Exercise brief. From the entries that follow, copy each line in which "Doña" appears.

Saved data entries
━━━
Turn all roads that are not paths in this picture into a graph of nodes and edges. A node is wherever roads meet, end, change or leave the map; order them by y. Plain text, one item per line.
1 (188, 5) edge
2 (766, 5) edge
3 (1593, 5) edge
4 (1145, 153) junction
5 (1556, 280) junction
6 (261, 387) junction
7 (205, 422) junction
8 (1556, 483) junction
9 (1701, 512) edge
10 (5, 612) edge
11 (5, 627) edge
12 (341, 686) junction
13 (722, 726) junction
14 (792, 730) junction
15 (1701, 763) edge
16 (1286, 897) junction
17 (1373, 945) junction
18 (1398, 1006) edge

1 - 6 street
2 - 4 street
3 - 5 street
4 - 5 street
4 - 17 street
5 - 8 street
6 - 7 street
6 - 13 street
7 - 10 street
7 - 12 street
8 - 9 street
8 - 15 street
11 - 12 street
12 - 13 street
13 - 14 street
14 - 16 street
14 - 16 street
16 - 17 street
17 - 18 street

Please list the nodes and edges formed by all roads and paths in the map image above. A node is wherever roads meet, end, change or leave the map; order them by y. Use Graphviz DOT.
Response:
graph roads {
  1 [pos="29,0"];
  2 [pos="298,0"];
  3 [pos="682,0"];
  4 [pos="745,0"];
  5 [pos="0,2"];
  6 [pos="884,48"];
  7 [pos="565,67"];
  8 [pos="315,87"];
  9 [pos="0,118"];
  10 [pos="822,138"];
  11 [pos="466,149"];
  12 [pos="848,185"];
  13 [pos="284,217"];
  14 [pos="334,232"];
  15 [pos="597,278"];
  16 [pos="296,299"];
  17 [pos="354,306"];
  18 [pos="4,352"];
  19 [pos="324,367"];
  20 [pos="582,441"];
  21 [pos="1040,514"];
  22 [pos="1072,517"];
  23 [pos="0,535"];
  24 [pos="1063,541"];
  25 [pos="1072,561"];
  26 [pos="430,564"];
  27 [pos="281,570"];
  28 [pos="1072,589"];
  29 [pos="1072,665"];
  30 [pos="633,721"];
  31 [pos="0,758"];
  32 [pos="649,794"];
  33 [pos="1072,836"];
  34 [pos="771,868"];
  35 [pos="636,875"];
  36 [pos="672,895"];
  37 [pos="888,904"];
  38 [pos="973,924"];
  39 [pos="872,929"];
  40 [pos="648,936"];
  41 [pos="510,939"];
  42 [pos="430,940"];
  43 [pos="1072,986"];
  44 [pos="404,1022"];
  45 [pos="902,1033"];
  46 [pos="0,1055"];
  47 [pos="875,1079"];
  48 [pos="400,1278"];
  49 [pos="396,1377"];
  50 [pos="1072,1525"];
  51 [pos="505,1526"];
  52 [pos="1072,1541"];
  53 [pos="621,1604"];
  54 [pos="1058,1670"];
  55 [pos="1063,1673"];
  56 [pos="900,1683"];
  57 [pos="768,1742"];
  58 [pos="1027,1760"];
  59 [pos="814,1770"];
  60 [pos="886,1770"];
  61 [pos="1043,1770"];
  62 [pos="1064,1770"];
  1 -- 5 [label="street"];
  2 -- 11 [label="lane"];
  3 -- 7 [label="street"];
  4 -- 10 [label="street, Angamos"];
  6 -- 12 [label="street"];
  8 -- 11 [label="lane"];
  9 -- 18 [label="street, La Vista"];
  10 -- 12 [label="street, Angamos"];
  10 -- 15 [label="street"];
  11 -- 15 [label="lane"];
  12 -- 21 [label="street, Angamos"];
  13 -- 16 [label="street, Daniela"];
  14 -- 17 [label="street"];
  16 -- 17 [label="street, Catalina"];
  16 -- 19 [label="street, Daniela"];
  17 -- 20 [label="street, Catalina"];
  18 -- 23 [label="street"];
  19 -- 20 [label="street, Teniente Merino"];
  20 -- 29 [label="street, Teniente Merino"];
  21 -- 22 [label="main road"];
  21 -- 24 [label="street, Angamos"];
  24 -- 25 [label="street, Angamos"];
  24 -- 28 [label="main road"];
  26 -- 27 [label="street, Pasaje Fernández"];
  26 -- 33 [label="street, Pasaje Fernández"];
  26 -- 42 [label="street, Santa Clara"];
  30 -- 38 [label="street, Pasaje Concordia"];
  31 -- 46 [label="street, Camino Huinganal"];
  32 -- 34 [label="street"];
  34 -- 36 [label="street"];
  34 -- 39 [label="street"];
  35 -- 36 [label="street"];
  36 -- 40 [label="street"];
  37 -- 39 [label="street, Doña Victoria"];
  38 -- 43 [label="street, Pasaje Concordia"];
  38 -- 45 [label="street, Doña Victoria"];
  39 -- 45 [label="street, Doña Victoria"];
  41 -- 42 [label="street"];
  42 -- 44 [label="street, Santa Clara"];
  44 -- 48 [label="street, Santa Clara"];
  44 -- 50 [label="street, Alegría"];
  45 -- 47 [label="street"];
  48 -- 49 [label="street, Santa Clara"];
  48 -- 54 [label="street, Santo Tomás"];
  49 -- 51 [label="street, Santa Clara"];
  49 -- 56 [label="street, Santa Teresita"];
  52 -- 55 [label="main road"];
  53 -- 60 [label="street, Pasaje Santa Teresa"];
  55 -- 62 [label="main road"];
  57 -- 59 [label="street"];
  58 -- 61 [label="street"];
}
━━━
Answer section.
  37 -- 39 [label="street, Doña Victoria"];
  38 -- 45 [label="street, Doña Victoria"];
  39 -- 45 [label="street, Doña Victoria"];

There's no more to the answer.